Work order: Gather every line from the entries below that includes "Дружби".

Entries provided:
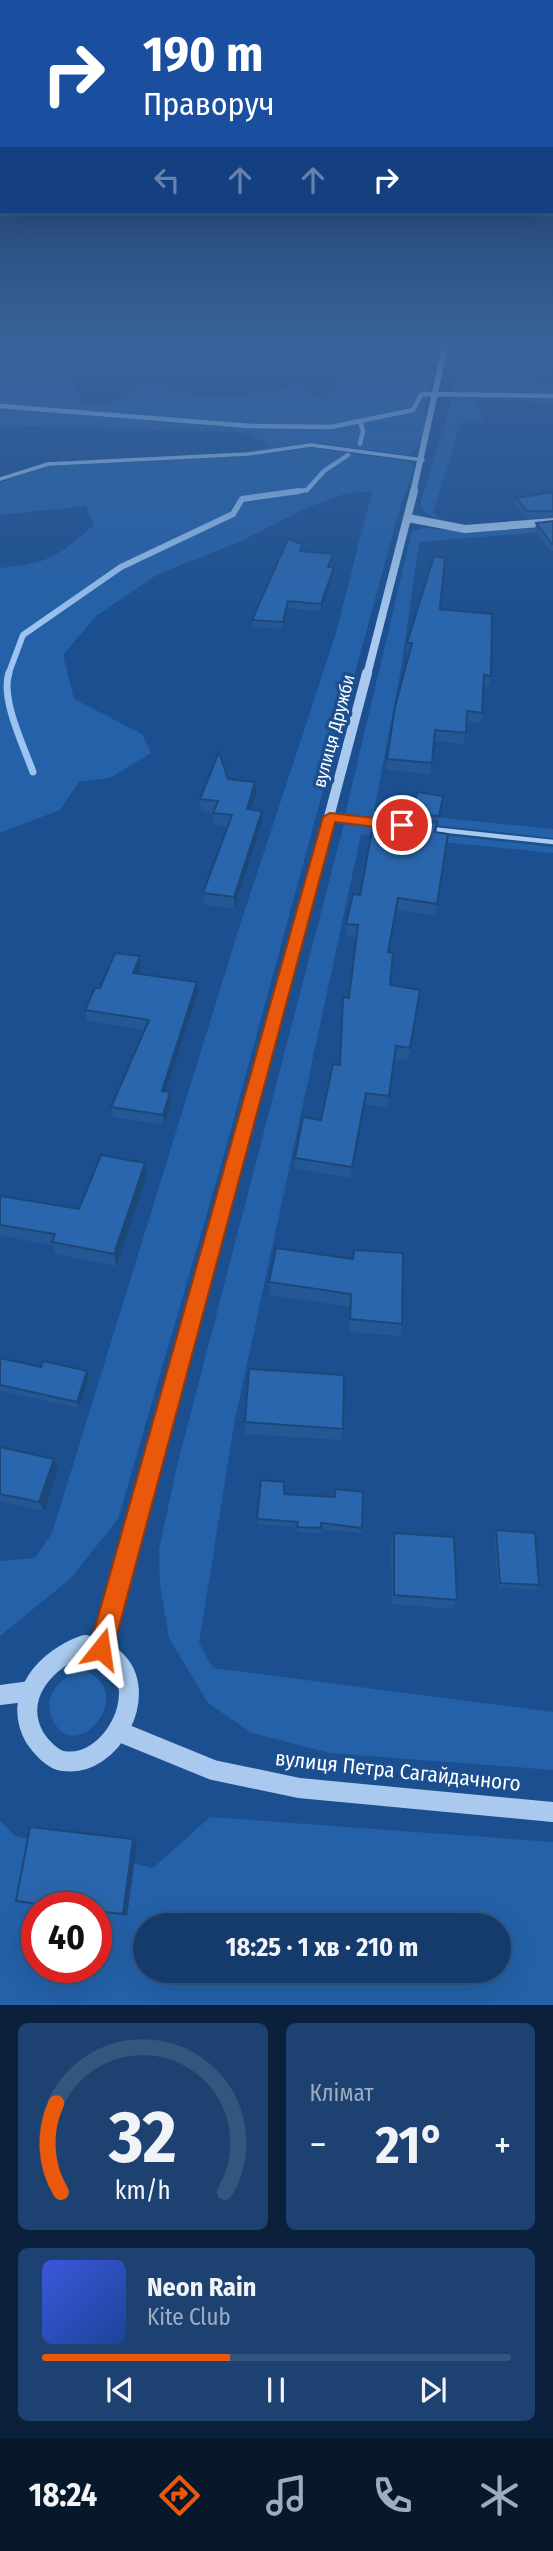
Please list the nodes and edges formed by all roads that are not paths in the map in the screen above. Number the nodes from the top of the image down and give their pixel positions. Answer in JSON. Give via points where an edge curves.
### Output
{"nodes":[{"id":1,"x":426,"y":441,"type":"edge"},
{"id":2,"x":422,"y":460,"type":"junction"},
{"id":3,"x":0,"y":479,"type":"edge"},
{"id":4,"x":408,"y":518,"type":"junction"},
{"id":5,"x":553,"y":523,"type":"edge"},
{"id":6,"x":330,"y":817,"type":"junction"},
{"id":7,"x":553,"y":842,"type":"edge"},
{"id":8,"x":101,"y":1649,"type":"junction"},
{"id":9,"x":31,"y":1691,"type":"junction"},
{"id":10,"x":0,"y":1695,"type":"edge"},
{"id":11,"x":120,"y":1732,"type":"junction"},
{"id":12,"x":553,"y":1812,"type":"edge"}],
"edges":[{"from":1,"to":2,"type":"street","name":"вулиця Дружби"},
{"from":2,"to":3,"type":"street","via":[[311,445],[248,454],[48,464]]},
{"from":2,"to":4,"type":"street","name":"вулиця Дружби"},
{"from":4,"to":5,"type":"street","via":[[465,528]]},
{"from":4,"to":6,"type":"street","name":"вулиця Дружби"},
{"from":6,"to":7,"type":"lane"},
{"from":6,"to":8,"type":"street","name":"вулиця Дружби"},
{"from":8,"to":9,"type":"street","via":[[85,1645],[52,1658]]},
{"from":8,"to":11,"type":"street","via":[[115,1659],[127,1683],[127,1713]]},
{"from":9,"to":10,"type":"street"},
{"from":9,"to":11,"type":"street","via":[[31,1732],[55,1759],[72,1763],[90,1759]]},
{"from":11,"to":12,"type":"street","name":"вулиця Петра Сагайдачного","via":[[213,1770],[299,1788]]}]}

Your response:
"edges":[{"from":1,"to":2,"type":"street","name":"вулиця Дружби"},
{"from":2,"to":4,"type":"street","name":"вулиця Дружби"},
{"from":4,"to":6,"type":"street","name":"вулиця Дружби"},
{"from":6,"to":8,"type":"street","name":"вулиця Дружби"},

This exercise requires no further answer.